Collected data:
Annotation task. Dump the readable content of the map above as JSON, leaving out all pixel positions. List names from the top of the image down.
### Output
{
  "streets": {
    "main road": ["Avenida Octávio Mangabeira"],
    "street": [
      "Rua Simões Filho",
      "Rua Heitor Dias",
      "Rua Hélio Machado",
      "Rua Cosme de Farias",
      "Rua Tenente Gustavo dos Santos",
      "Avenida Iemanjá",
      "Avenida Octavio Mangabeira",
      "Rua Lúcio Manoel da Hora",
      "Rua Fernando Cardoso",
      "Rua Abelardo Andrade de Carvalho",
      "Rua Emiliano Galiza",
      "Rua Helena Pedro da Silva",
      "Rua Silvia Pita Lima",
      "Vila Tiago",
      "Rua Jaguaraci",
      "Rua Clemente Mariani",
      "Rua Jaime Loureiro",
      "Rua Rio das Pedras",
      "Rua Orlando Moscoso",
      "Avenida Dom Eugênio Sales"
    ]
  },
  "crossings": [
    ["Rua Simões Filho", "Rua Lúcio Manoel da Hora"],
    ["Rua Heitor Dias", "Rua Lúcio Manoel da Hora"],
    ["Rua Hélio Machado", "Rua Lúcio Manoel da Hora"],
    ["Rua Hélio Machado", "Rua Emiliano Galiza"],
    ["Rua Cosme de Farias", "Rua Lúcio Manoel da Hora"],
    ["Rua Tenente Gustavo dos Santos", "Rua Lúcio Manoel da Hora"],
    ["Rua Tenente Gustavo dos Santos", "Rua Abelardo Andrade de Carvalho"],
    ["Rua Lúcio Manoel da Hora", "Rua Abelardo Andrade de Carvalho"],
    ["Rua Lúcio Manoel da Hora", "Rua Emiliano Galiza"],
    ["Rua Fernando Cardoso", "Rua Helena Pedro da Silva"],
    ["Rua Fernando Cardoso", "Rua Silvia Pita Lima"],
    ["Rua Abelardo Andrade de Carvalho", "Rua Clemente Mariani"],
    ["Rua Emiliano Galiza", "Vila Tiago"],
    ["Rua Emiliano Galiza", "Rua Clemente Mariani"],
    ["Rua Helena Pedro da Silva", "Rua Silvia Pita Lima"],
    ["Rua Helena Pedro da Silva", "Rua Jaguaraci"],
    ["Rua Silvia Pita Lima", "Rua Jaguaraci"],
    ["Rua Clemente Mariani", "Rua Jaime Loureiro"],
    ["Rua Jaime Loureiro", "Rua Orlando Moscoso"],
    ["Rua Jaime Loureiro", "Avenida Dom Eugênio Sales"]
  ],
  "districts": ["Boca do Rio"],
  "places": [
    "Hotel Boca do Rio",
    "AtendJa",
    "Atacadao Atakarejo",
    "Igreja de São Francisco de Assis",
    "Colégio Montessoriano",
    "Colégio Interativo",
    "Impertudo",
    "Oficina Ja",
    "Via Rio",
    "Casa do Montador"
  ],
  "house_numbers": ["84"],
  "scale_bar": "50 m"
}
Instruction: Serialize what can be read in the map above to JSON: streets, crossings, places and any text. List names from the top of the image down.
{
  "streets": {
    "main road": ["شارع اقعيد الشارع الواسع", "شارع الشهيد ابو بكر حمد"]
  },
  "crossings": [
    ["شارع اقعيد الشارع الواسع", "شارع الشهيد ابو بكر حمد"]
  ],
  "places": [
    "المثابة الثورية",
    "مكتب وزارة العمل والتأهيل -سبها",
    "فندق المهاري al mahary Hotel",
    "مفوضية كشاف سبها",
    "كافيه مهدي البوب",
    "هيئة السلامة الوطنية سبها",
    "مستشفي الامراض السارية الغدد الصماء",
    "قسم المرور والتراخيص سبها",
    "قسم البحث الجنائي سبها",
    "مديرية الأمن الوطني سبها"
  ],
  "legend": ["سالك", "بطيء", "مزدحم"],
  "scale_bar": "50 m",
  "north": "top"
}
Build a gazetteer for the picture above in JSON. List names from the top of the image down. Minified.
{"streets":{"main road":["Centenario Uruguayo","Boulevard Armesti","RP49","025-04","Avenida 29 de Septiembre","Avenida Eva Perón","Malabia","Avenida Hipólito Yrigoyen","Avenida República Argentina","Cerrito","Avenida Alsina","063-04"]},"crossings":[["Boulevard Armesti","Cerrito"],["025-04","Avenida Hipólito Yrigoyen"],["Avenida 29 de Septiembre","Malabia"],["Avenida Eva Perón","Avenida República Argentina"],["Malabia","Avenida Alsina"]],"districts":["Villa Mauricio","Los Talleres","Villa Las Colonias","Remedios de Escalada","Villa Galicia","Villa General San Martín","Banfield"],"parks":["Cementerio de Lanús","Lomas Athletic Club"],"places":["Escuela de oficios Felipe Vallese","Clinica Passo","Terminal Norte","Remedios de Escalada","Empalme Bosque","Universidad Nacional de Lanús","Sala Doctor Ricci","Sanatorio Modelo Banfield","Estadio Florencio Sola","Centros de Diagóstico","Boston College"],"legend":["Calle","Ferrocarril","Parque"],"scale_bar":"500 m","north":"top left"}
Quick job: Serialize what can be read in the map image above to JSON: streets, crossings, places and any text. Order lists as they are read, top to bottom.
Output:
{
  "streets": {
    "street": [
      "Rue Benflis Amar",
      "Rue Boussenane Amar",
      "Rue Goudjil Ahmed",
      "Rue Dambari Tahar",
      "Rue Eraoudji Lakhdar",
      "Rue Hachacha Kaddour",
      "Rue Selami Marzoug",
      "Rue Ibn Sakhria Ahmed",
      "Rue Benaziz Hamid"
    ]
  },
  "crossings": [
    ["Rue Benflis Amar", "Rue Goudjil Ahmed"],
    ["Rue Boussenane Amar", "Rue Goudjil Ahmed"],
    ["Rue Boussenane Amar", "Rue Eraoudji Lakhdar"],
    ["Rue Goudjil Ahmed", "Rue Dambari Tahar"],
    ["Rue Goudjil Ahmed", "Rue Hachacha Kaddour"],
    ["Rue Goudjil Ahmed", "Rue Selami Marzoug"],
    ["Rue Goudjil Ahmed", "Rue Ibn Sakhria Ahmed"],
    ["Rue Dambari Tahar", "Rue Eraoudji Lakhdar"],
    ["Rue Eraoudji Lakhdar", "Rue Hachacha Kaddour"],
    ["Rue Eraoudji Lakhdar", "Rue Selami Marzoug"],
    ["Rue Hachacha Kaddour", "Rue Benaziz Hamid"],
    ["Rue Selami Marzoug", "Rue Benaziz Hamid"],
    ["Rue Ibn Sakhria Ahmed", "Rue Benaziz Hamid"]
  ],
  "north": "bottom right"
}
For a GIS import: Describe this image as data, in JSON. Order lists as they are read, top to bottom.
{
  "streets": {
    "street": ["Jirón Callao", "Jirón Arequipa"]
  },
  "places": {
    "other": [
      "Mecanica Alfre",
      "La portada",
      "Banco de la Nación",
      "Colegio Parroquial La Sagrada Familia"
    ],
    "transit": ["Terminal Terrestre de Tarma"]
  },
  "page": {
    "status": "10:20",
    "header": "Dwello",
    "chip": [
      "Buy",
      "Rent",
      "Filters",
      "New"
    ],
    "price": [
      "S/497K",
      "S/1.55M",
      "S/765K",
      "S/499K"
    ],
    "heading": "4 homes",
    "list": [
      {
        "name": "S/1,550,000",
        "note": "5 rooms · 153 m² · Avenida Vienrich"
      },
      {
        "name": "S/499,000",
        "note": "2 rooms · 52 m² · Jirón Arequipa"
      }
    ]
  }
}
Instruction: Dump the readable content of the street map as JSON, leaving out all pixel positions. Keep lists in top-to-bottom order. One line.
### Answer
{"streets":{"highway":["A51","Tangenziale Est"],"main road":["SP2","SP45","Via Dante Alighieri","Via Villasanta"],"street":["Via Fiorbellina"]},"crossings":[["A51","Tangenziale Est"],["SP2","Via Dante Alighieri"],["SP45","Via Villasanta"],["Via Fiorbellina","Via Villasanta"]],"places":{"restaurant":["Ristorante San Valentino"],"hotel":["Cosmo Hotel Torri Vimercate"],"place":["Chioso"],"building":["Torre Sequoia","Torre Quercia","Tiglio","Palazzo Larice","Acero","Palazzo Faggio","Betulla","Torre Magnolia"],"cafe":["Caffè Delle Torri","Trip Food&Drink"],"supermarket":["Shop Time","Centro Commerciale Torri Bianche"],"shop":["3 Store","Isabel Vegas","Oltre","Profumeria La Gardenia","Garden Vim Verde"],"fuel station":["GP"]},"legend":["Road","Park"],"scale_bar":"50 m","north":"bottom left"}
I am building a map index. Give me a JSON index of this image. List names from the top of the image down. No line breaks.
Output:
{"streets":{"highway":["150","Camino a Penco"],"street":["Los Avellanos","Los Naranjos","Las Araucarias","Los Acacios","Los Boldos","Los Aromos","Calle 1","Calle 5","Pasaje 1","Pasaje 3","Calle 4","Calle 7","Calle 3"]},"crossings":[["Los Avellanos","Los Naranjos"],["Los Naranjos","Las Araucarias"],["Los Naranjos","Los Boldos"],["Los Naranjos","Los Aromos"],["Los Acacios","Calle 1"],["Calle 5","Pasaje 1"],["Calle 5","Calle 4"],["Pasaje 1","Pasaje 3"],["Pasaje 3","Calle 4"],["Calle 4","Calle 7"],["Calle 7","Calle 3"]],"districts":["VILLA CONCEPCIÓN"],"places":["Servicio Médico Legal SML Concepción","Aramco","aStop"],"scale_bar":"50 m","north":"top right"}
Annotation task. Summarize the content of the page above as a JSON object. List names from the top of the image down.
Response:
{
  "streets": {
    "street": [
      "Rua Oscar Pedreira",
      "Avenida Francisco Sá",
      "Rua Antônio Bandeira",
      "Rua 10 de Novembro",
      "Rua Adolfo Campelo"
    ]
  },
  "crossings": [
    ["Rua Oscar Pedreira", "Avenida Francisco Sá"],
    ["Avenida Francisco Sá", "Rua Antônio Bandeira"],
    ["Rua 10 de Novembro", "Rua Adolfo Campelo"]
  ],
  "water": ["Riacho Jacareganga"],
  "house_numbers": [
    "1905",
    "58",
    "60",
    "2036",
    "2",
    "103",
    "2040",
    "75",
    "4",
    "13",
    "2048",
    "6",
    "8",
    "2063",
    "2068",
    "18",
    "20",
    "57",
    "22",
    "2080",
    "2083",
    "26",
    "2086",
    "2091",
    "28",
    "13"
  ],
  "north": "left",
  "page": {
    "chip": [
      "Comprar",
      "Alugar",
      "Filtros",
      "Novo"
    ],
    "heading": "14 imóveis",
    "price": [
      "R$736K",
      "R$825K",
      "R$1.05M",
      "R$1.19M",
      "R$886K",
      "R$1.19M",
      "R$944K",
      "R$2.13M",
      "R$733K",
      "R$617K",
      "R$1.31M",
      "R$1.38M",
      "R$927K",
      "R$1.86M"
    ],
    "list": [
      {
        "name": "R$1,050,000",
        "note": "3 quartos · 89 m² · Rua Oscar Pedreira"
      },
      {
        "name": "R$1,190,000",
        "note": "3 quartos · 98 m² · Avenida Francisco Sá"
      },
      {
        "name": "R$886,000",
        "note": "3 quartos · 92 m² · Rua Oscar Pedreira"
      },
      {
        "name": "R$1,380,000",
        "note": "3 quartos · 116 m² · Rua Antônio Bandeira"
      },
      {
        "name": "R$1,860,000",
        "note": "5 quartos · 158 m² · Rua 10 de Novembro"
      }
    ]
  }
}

PROBLEM TO SOLVE:
Each line above with the string "Benflis" in it should be located and copied.

RESPONSE BOX:
      "Rue Benflis Amar",
    ["Rue Benflis Amar", "Rue Goudjil Ahmed"],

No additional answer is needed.